So what am I doing wrong here? What is the proper way to store arguments in a file and pass them to a script so that they will be treated just as if they came from the command line?
Upvotes: 3
Views: 6972
Reputation: 882078
That's because <
is input redirection and sends that line in as standard input to the process, nothing at all to do with command line arguments.

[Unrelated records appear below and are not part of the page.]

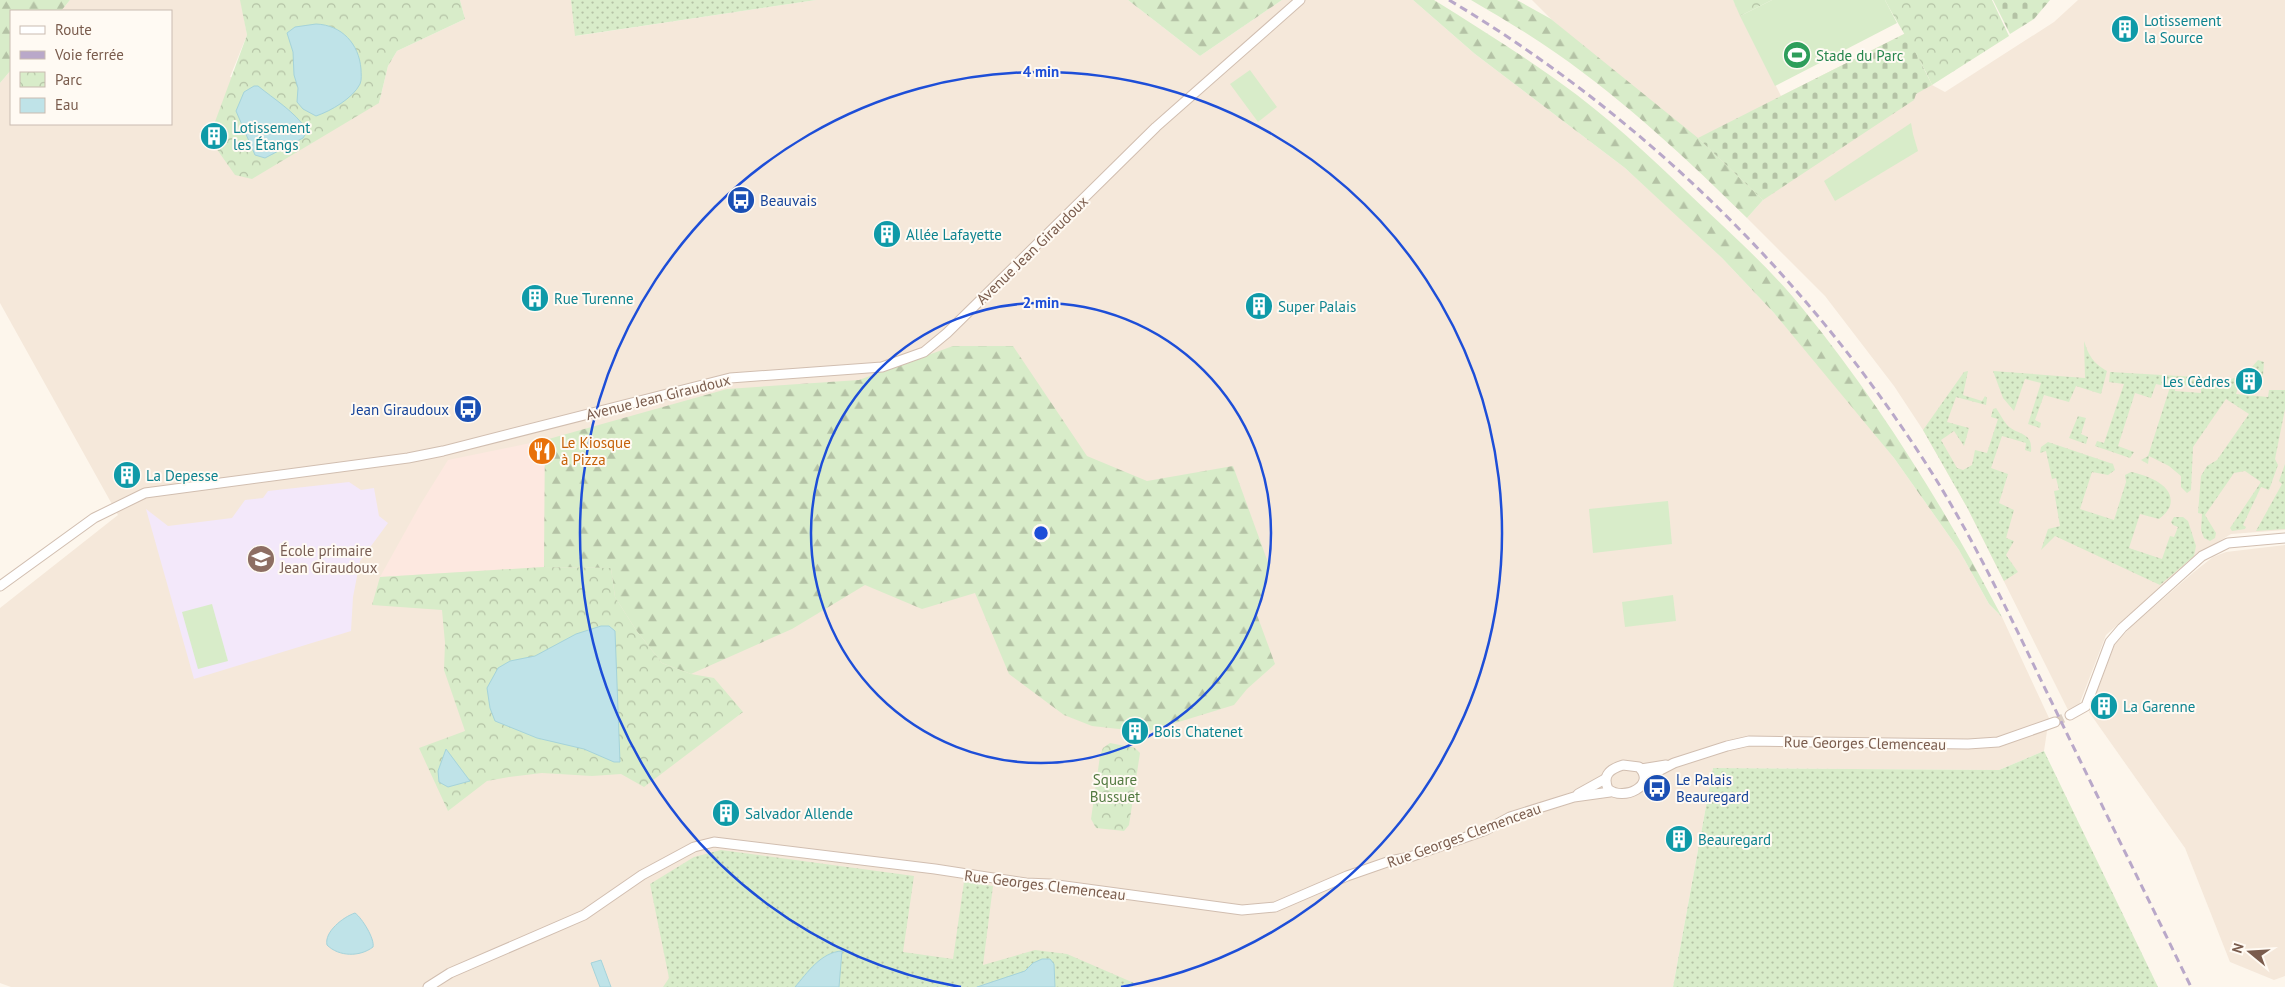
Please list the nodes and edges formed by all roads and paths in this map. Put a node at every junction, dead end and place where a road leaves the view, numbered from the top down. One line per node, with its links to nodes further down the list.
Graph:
1 (1300, 0): 3 (street, Avenue Jean Giraudoux)
2 (2285, 538): 4 (street)
3 (0, 586)
4 (2070, 714)
5 (2055, 722): 6 (street, Rue Georges Clemenceau)
6 (1643, 773): 7 (street, Rue Georges Clemenceau); 8 (street, Rue Georges Clemenceau)
7 (1605, 779): 8 (street); 9 (street, Rue Georges Clemenceau)
8 (1610, 792): 9 (street, Rue Georges Clemenceau)
9 (1574, 797): 10 (street, Rue Georges Clemenceau)
10 (428, 987)

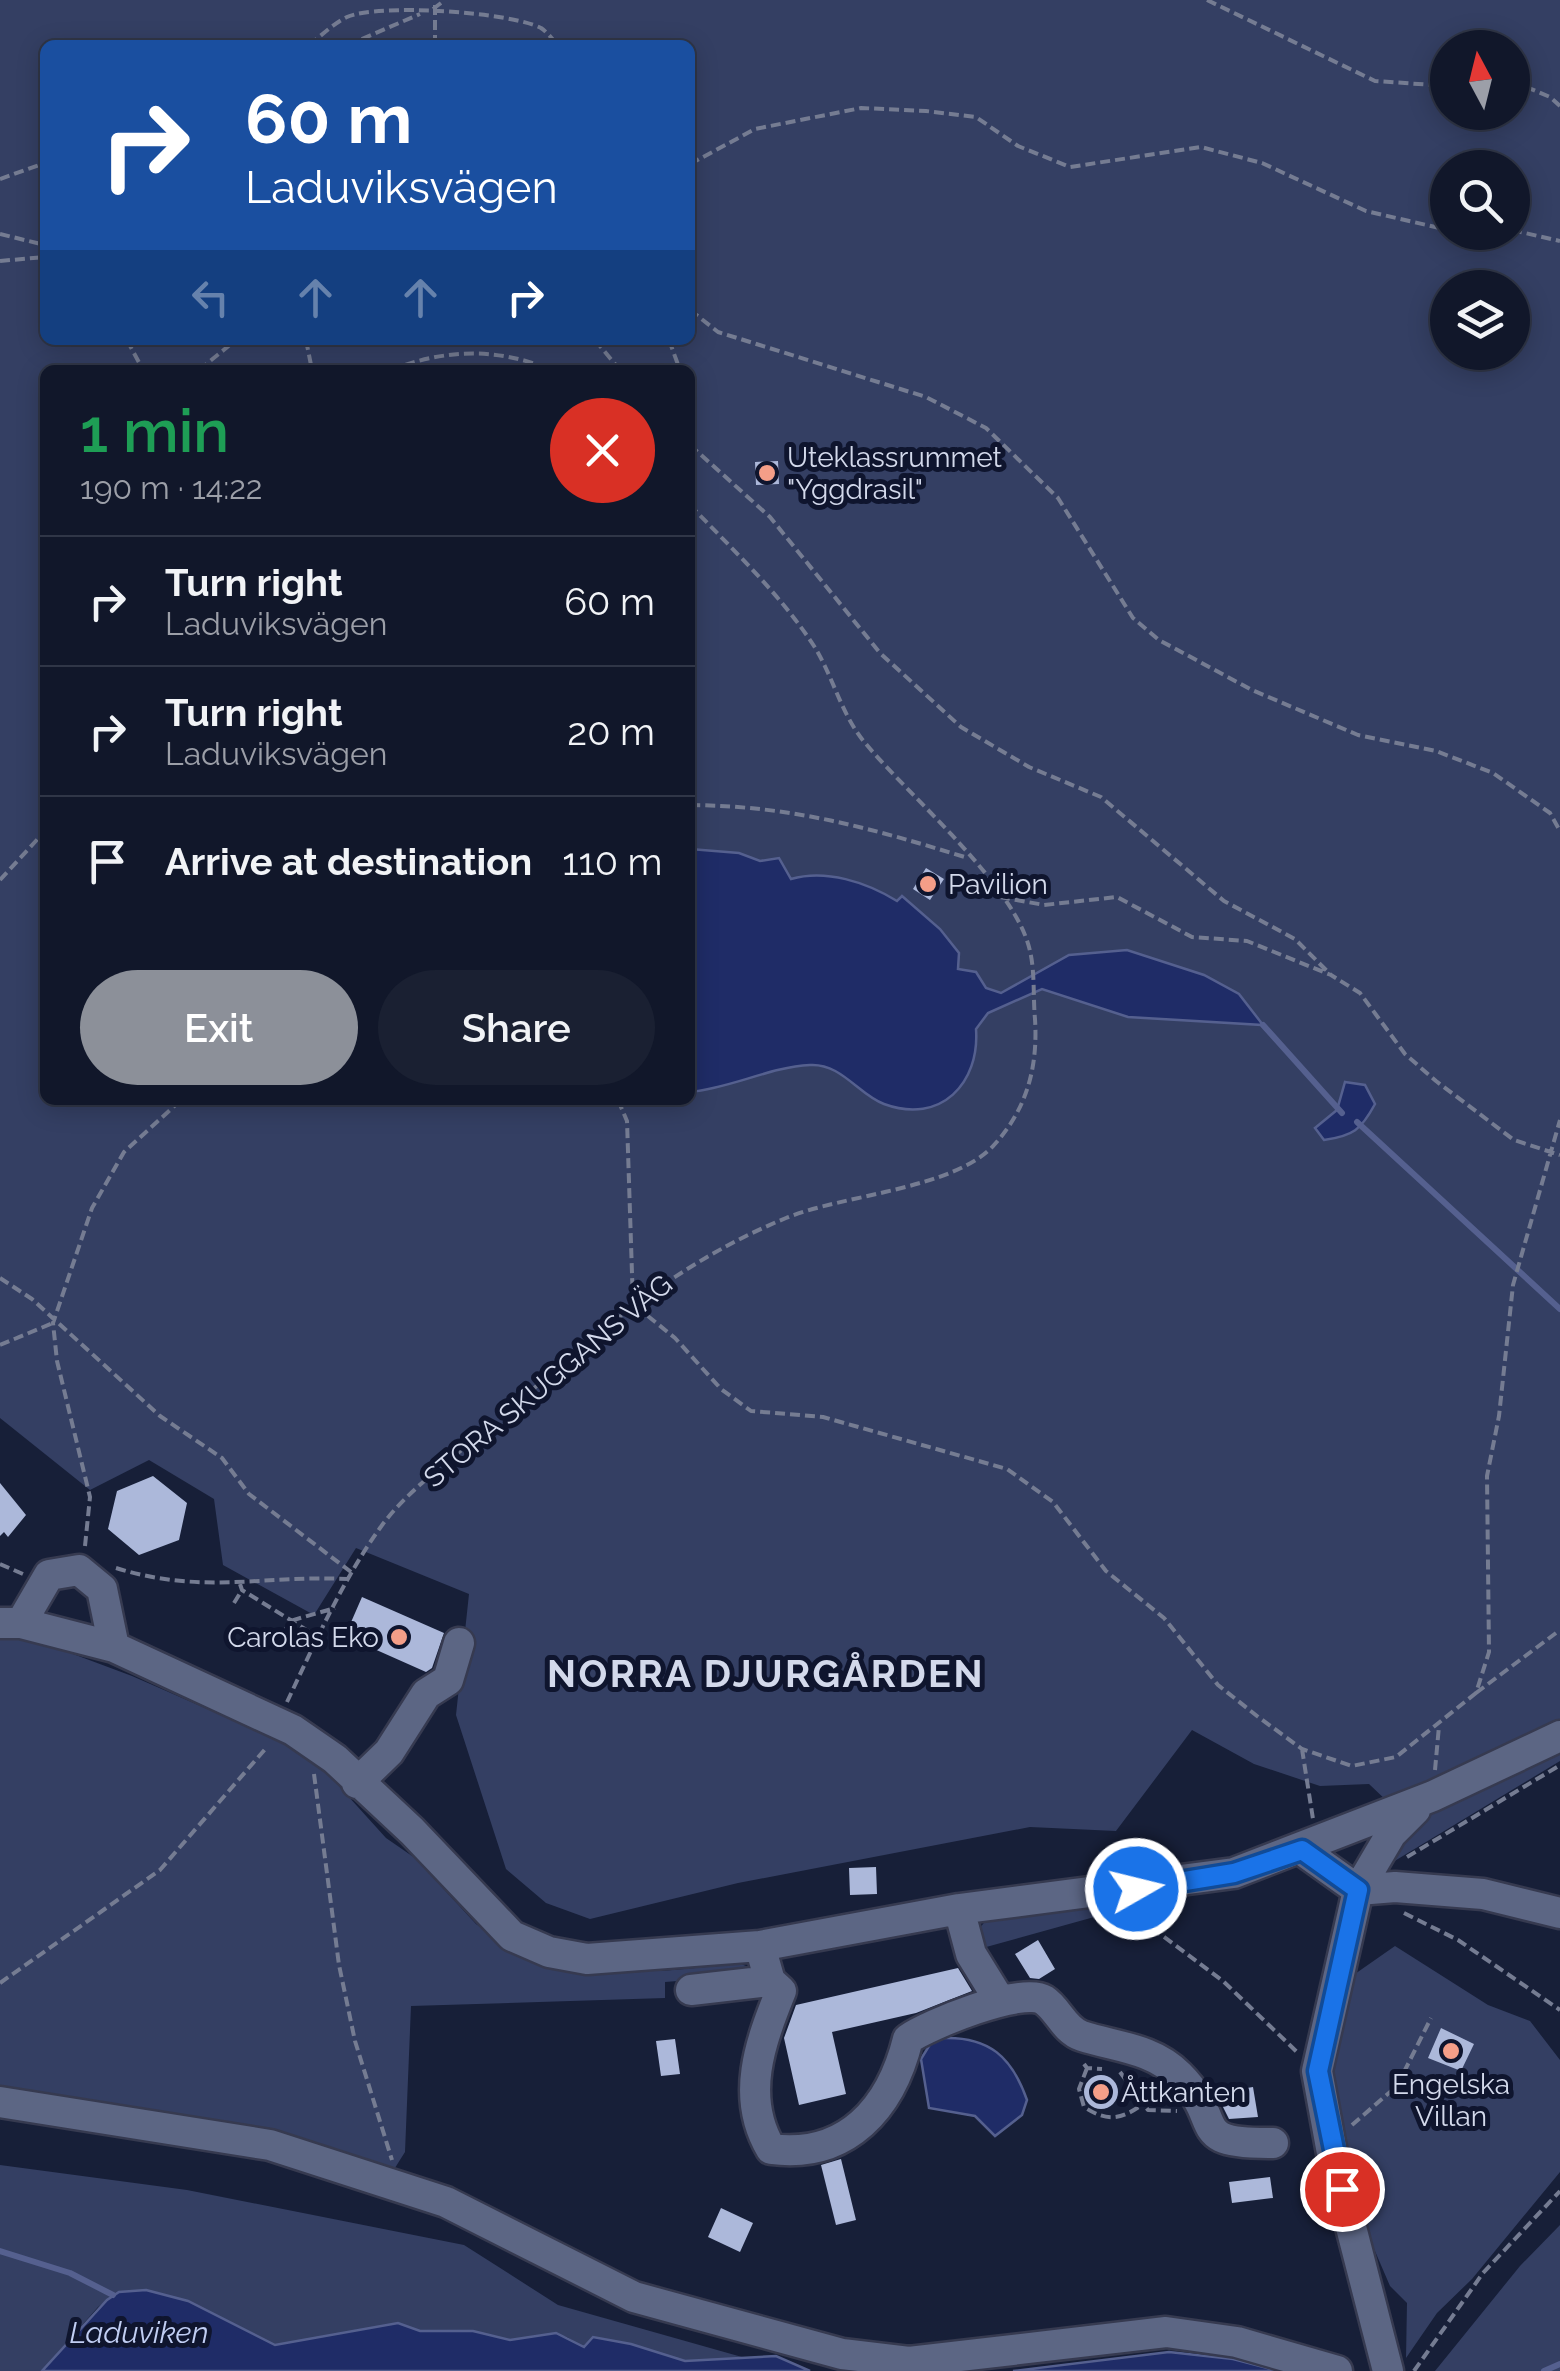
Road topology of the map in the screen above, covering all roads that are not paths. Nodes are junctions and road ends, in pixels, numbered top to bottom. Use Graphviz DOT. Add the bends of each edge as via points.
graph roads {
  1 [pos="10,1623"];
  2 [pos="459,1643"];
  3 [pos="114,1647"];
  4 [pos="1560,1736"];
  5 [pos="358,1783"];
  6 [pos="1433,1796"];
  7 [pos="1302,1850"];
  8 [pos="1358,1890"];
  9 [pos="960,1909"];
  10 [pos="1560,1913"];
  11 [pos="760,1946"];
  12 [pos="770,1981"];
  13 [pos="691,1990"];
  14 [pos="1000,2001"];
  15 [pos="0,2102"];
  16 [pos="1273,2143"];
  17 [pos="1337,2371"];
  18 [pos="1388,2371"];
  1 -- 3 [label="street"];
  1 -- 3 [label="street" via="49,1574 79,1570 102,1589"];
  2 -- 5 [label="street" via="448,1680 426,1694 389,1752"];
  3 -- 5 [label="street" via="278,1723"];
  4 -- 6 [label="street"];
  5 -- 11 [label="street" via="495,1922 532,1946 609,1960"];
  6 -- 7 [label="street"];
  6 -- 8 [label="street" via="1401,1821"];
  7 -- 8 [label="street"];
  7 -- 9 [label="street" via="1234,1873"];
  8 -- 10 [label="street" via="1483,1894"];
  8 -- 18 [label="street" via="1318,2071"];
  9 -- 11 [label="street"];
  9 -- 14 [label="street" via="971,1954"];
  11 -- 12 [label="street"];
  12 -- 13 [label="street"];
  12 -- 14 [label="street" via="781,1991 757,2054 754,2100 771,2150 790,2152 844,2140 858,2128 898,2078 908,2039"];
  14 -- 16 [label="street" via="1047,2001 1078,2035 1146,2054 1178,2073 1213,2134 1230,2144"];
  15 -- 17 [label="street" via="270,2144 446,2202 634,2297 842,2354 909,2362 1038,2325 1237,2342"];
}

You can do something like:
./myscript.sh $(cat mycmds.txt)
The $(xyz)
construct runs xyz
then uses its standard output to construct that part of the command. For example:
ls $(expr 1 + 3)
will attempt to give you a directoy listing for the file called 4
, as follows.
First the command expr 1 + 3
is executed and the output is 4
. This is then substituted in to the outer command to give you ls 4
and that is executed.
Upvotes: 1
Reputation: 72707
The subtlety you miss is that the standard input and positional parameters are not the same thing.
Standard input, which you can redirect with the '<', or even from another program with '|' is a sequence of bytes. A script can read stdin with, well, the read
command.
Positional parameters are numbered 1 to N and hold the value of each argument. The shell refers to them as $1 to ${42} (if you gave that many).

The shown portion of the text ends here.